McDonald did use part of the independent assessment to criticize the House-passed VA budget, saying it cut VA construction dollars by half and shorted health care budgets as patient demand continues to increase.
One aspect of the assessment deserving special emphasis, he said, is “the misalignment of requirements and resources” it found. “We know now that the access crisis of 2014 was mostly a matter of growing demand for VA healthcare overwhelming our capacity,” McDonald said.
“For example, we have a requirement that all disability claims should be adjudicated in under 125 days, and we made outstanding progress in meeting that” as the backlog fell from 611,000 claims in May 2013 to less than 75,000. “We’ve done that by having our (benefits) workers work mandatory overtime for over four years. We incrementally put more people in the budget each year; those have been stripped out. We obviously need more people if we are going to be able to get those claims down to zero.”
Richard J. Byrne, senior vice president at The MITRE Corporation, had led the independent assessment of what he called “the nation’s most complex health care system.” Mitre partnered with Rand and a few other corporations on the study. Dr. Brett Giroir, a senior fellow at Texas Medical Center Health Policy Institute, chaired a blue ribbon panel of health experts that Mitre created to support and oversee the work.
“While overall VHA quality of care was comparable to private sector and had pockets of excellence,” Byrne testified, “we found large variations in performance that resulted in too many unacceptable veteran experiences. This lack of consistency was due to four pervasive systemic issues.”
One, an examination of VHA governance found health resources and authorities misaligned given patient demand, Byrne said. Also VA health operations suffered from “uneven bureaucratic processes that were too often provider centric, not patient centric.”

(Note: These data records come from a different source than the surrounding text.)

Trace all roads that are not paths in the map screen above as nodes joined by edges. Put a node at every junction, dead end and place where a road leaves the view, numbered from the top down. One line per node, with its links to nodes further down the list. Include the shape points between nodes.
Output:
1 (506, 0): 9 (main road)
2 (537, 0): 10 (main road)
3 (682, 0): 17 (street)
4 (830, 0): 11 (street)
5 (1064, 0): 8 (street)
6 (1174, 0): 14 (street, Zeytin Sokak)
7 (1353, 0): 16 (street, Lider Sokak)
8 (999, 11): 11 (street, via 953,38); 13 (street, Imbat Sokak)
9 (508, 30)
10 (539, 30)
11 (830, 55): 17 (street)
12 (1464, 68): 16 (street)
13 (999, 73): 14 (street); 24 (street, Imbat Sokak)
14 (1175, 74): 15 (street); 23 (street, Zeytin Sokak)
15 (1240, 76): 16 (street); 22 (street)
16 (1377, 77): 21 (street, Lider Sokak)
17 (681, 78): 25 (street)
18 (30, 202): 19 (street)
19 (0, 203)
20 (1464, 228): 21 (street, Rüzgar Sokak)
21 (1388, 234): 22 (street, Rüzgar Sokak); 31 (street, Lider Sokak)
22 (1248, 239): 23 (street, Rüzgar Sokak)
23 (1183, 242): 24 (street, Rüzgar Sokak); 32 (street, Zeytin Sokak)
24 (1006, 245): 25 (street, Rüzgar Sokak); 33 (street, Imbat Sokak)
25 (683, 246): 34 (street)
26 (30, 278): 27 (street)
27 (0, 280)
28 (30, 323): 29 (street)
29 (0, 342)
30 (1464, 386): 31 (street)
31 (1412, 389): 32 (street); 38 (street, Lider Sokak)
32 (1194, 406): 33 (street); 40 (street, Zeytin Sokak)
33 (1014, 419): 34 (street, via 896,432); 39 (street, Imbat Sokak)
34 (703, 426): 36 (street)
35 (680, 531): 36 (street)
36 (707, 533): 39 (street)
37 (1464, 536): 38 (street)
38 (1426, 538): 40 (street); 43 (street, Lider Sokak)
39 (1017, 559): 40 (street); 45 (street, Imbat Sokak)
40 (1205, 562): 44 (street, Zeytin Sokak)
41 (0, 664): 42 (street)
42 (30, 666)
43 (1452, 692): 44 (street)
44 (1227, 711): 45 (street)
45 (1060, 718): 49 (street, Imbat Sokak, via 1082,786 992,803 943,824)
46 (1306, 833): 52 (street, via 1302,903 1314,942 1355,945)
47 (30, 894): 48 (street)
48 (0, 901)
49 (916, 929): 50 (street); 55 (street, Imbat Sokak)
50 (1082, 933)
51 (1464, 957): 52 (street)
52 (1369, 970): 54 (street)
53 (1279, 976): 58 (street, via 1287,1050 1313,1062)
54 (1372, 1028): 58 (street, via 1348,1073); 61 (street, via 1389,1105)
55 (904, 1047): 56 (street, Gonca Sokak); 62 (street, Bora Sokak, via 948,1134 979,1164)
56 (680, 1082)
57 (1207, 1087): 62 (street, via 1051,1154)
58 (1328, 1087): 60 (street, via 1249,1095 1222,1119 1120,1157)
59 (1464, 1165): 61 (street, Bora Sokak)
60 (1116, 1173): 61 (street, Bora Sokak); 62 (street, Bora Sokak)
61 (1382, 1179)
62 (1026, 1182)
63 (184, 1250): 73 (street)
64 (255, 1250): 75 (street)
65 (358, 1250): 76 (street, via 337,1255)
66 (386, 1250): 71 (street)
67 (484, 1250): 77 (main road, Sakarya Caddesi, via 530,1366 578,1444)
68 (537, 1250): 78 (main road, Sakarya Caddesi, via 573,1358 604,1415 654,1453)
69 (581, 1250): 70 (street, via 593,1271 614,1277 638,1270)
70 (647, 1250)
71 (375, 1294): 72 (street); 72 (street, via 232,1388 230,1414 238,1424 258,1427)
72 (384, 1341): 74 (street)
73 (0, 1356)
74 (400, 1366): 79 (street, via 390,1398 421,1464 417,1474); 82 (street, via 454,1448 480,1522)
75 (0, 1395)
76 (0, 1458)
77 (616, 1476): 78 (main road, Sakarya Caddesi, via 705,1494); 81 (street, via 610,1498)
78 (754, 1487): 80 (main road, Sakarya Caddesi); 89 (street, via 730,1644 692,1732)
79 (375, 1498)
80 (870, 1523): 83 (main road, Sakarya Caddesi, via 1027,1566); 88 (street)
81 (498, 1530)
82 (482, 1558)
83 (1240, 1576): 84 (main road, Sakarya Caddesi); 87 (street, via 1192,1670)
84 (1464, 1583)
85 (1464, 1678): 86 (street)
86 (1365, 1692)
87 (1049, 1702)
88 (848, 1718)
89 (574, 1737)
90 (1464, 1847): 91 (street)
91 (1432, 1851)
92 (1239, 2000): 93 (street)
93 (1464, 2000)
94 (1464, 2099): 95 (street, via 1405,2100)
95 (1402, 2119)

VA health facilities lack standardization system wide, from tools for scheduling patients to storage and transfer of health data. Finally, regional health leaders were not fully empowered to do their jobs “due to a lack of clear authority, confusing priorities and a culture of distrust,” Byrne said.
Many near-term recommendations such as those aimed at improving patient access by making VA care providers more productive, were not surprising, Giroir conceded. They include requiring more exam rooms, increasing clinical support staff, improving patient scheduling and giving clinic directors greater authority to determine the resourcing they need.
More important perhaps are recommendations that seek to “solve deeper root-cause issues that have persistently plagued the VHA,” he said.
Why, for example, does VA take three times as long as the private sector to hire clinical staff? Why is VA two to three times slower than the private sector to build or lease new facilities? Why hasn’t VHA yet adopted a modern electronic patient scheduling system that shows clearly appointment availability to both schedulers and patients?
One urgent strategic priority, Giroir added, should be defining the breadth of the VA health care mission. He noted that of 21.6 million veterans, only 9.1 million are enrolled in VA care and only 5.8 million of those are patients. And those patients relied on VA for “much less than 50 percent of their health care services,” Giroir said.
Given the demographic data and recent challenges with patient access, he said, VA and Congress should reconsider whether VA should be a “comprehensive provider for all veterans’ health needs or…evolve into more focused centers providing specialized care” and rely on non-VA providers “for a majority of veterans health care needs.”
Either path could be beneficial for veterans as long as VA budgets keep pace with demand for services and the hodgepodge of programs to access non-VA care are streamlined, Giroir said.